Lemon juice is probably
one of the most 
popular natural remedies on the internet. People believe that
it can cure virtually anything – from acne and hyperactive sebaceous glands to
scars and 
hyperpigmentation.

Lemon juice has
acidic nature, hence acts as alternative of chemical exfoliators. It makes skin
cells shed more rapidly, which is supposed to 
even your skin tone and clear your complexion. It improves the appearance of scars and speeds up the fading
of spots from already healed blemishes. Apart from that lemons have high 
vitamin C content – potent lightening agent and great antioxidant. So far so
good, but are lemons really safe to use?

As you
probably know, 
skin’s normal pH is slightly acidic – about 5.5. Lemon juice’s pH
however is lower – about 2, meaning that it is way too acidic to go directly on
your skin.
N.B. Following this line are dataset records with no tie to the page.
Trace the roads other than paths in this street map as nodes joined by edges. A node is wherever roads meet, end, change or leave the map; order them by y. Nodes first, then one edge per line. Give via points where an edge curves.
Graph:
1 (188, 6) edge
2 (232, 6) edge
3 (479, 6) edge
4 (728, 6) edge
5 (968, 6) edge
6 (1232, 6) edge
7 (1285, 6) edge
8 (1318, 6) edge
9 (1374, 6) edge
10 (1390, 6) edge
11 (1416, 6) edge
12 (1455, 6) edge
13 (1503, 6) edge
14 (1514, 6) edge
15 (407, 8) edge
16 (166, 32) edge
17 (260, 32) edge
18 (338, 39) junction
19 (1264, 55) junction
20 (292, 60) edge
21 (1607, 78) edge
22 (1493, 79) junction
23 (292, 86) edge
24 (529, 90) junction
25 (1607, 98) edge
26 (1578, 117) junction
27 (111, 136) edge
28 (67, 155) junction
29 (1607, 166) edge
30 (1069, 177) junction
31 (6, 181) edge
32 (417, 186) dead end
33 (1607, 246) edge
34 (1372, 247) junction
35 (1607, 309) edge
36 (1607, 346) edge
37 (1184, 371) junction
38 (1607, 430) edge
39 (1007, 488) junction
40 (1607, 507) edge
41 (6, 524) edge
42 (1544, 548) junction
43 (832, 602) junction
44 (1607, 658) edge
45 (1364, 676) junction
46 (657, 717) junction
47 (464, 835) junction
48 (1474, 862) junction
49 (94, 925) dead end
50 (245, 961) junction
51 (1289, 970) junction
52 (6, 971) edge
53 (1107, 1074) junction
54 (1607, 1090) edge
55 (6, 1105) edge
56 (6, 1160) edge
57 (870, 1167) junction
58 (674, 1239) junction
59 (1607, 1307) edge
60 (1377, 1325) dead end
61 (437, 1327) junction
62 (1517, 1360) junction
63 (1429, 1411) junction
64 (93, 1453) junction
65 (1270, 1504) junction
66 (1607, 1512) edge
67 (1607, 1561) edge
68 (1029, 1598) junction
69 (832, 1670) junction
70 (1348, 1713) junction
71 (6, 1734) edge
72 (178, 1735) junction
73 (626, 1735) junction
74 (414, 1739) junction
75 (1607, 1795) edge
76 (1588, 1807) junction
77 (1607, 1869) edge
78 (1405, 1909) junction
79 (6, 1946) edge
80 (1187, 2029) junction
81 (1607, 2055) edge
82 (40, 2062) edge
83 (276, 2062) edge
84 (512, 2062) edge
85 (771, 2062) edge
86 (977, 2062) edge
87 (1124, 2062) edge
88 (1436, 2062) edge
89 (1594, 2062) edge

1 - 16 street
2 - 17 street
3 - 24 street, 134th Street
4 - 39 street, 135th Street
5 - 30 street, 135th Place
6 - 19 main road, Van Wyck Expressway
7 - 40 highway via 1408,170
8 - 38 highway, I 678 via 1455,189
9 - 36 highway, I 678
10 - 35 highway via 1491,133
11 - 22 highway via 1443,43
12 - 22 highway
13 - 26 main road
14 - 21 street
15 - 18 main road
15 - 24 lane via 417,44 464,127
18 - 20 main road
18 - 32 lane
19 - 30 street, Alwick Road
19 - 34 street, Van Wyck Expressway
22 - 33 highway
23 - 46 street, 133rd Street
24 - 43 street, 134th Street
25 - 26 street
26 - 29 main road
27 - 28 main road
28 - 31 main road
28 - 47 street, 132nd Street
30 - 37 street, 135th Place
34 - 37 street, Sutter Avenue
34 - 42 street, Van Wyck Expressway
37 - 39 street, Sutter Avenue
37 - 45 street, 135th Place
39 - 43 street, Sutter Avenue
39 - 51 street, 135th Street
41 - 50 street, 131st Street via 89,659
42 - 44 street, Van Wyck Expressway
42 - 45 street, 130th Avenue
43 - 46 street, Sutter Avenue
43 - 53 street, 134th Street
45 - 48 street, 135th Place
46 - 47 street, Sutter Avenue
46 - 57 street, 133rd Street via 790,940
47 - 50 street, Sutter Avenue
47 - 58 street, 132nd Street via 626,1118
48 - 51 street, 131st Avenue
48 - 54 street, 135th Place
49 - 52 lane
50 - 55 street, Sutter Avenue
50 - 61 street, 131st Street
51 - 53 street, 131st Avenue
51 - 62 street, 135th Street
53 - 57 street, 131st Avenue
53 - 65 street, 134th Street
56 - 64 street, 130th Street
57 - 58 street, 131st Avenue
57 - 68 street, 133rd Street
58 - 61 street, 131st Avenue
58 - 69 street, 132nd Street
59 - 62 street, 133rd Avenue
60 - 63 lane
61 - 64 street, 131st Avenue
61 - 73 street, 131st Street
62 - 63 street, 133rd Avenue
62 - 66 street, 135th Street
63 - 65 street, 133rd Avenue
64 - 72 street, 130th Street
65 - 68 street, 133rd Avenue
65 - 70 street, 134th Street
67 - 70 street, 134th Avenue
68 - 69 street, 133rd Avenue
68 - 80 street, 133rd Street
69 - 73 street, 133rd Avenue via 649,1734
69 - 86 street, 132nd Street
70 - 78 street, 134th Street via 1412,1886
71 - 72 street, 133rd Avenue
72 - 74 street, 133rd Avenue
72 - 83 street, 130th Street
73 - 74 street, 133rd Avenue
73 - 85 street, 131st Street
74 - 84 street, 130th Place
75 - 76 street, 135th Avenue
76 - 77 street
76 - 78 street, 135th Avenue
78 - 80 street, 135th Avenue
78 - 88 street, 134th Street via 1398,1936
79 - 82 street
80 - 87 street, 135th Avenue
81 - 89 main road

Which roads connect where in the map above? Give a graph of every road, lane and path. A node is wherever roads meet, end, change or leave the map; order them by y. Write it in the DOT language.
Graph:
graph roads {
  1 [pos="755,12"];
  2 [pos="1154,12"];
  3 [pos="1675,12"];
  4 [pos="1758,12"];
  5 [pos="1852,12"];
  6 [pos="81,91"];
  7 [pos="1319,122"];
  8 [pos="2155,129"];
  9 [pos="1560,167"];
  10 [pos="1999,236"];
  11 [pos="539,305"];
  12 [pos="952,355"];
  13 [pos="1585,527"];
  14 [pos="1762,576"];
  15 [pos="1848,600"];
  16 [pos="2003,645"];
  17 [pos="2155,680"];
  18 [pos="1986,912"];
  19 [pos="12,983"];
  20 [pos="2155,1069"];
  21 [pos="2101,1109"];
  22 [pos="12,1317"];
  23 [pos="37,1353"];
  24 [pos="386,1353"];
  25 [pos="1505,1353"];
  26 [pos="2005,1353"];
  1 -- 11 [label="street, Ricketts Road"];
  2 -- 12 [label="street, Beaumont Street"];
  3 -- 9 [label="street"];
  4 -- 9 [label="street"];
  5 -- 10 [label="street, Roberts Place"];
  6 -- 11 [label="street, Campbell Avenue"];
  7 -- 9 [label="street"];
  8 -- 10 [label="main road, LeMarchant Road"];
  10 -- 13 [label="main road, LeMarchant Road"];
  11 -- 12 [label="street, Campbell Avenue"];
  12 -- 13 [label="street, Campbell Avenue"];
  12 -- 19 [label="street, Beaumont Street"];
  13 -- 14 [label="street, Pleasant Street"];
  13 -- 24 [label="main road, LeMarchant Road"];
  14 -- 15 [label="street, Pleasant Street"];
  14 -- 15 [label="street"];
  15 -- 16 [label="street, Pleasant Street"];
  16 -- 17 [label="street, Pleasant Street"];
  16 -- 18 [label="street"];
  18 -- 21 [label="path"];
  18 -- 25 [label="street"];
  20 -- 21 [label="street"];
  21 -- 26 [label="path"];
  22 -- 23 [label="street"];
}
When the normal pH of your skin is altered, the integrity of the acidic
mantle of the skin gets disrupted, leading to bad water retention (i.e.
dehydrated skin) and increased susceptibility to infections.

When applied
topically, without previous dilution, lemon juice can be highly irritating and
can cause rashes, redness, increased sensitivity to light (which later may lead
to hyperpigmentation), irritations and dry patches.

Nevertheless,
it’s not all bad – lemon juice can be used as spot treatment. Dilute it with
water 1:1 and apply it with cotton swabs only over the blemish/pimple/spot. If
your skin does not react adversely, you can try with pure lemon juice.

Apple Cider Vinegar

Apple cider
vinegar is another extremely popular method to get rid of 
acne and oily skin.
Or at least the internet says so…

Many swear
by it and claim that it helped them 
“kick” acne out of their lives, but at what
price? Just like lemon, apple cider vinegar has very low pH (around 2.4) and
while it may help to a certain extent 
control acne symptoms, it also destroys
the acid mantle of the skin, which as mentioned above, leads to increased risk
of developing infections, loss of moisture and even 
premature aging.

Another way
people use apple cider vinegar to achieve clear skin is by taking it
internally. I don’t consider this to be a bad practice (unless you have
sensitive stomach), but I am not 100% sure about its efficacy as anti-acne
treatment either. There are a lot of controversial claims on the internet, so –
decide for yourself.

If you ever
want to use it as a toner though, make sure to dilute it with water first (preferably
1:2) and monitor how your skin reacts to it.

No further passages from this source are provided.